I have always written prolifically, but there are times when I feel like I hardly write at all. I make music as well so sometimes that takes over; sometimes life takes over; sometimes work takes over. Yet the other thing that can take over are the non-writerly things that come with being part of a broad writerly community. In Manchester you could probably go to an open mic or spoken word night five times a week. In the last few weeks I've missed, Bad Language, Beatification, Verbose, the Other Room, Peter Barlow's Cigarette, Speakeasy, First Draft, Murmur, and Flim Nite, just to name the ones I know the names of. There are nights here there and everywhere. and I can't go to them all. I'm increasingly going to none of them. The nights that I have made it out to have been because friends have launched novels or because its an author I like a lot. In the mean time the missed evenings grows into an ever bigger list.

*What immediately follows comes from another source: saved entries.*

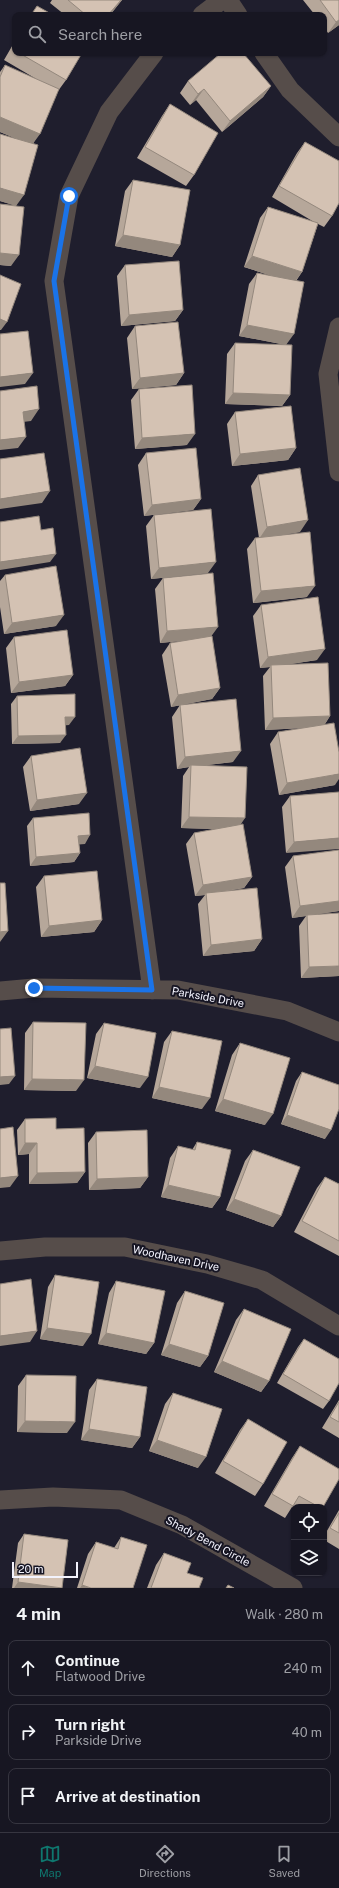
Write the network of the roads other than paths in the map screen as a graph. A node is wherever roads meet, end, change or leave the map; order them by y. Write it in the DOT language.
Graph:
graph roads {
  1 [pos="222,0"];
  2 [pos="228,0"];
  3 [pos="206,12"];
  4 [pos="236,12"];
  5 [pos="152,56"];
  6 [pos="266,56"];
  7 [pos="339,137"];
  8 [pos="339,327"];
  9 [pos="339,472"];
  10 [pos="152,990"];
  11 [pos="0,991"];
  12 [pos="339,1032"];
  13 [pos="0,1251"];
  14 [pos="339,1326"];
  15 [pos="0,1500"];
  16 [pos="293,1588"];
  1 -- 3 [label="street"];
  2 -- 4 [label="street"];
  5 -- 10 [label="street"];
  6 -- 7 [label="street"];
  8 -- 9 [label="street"];
  10 -- 11 [label="street, Parkside Drive"];
  10 -- 12 [label="street, Parkside Drive"];
  13 -- 14 [label="street, Woodhaven Drive"];
  15 -- 16 [label="street, Shady Bend Circle"];
}
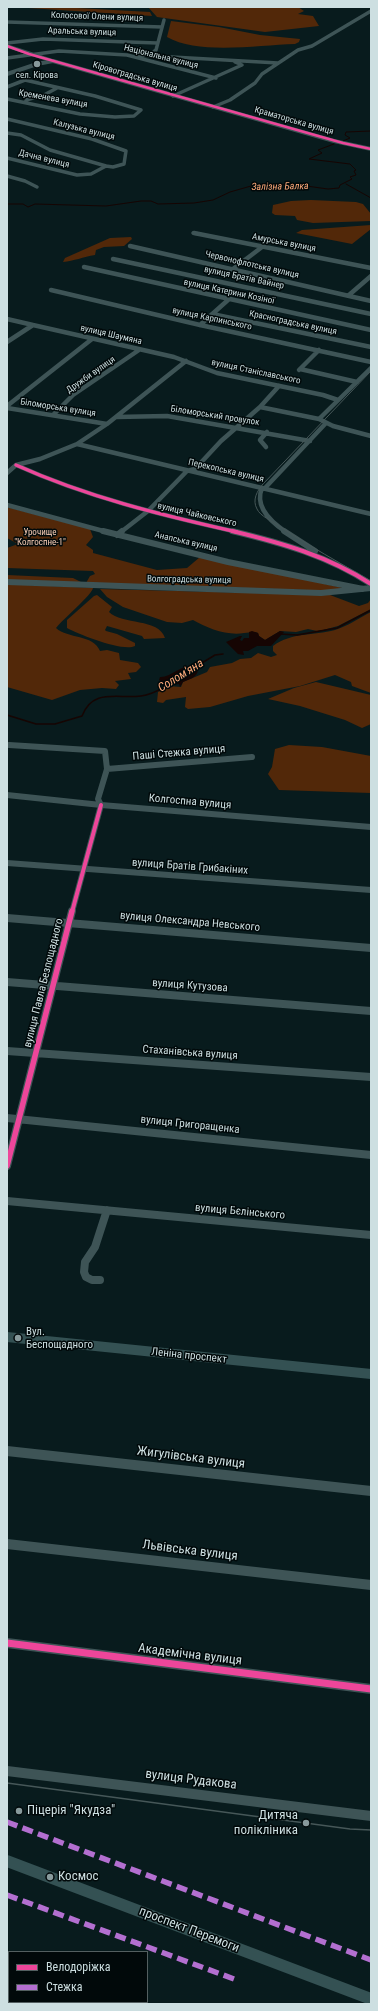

And that means I miss seeing the other writers who I know. I miss hearing their new work. But mostly I miss having the conversations about what I am working on and what I am reading and have to tell them gently that I am not working on anything and I am not reading anything as the only time I have put aside for that sort of thing at the moment is the time when I could otherwise be going to literary nights. So something has to give, I'm afraid. The other week I did mean to go out to see Verbose in Fallowfield - it has just won best spoken word night at the Saboteur Awards - but I was putting together a little pamphlet of my stories and poems for my visiting cousin and uncle, who were over from Australia.
So I'm not feeling regret that I haven't been to this night or that night. I feel regret if I've not written a thing, or if the poem stays in my notebook, or the typed up final drafts stay in my computer rather than get sent off to a magazine.
I am writer, But currently I'm not much of one. If you don't see me out, there might be a reason for it, I might actually be writing.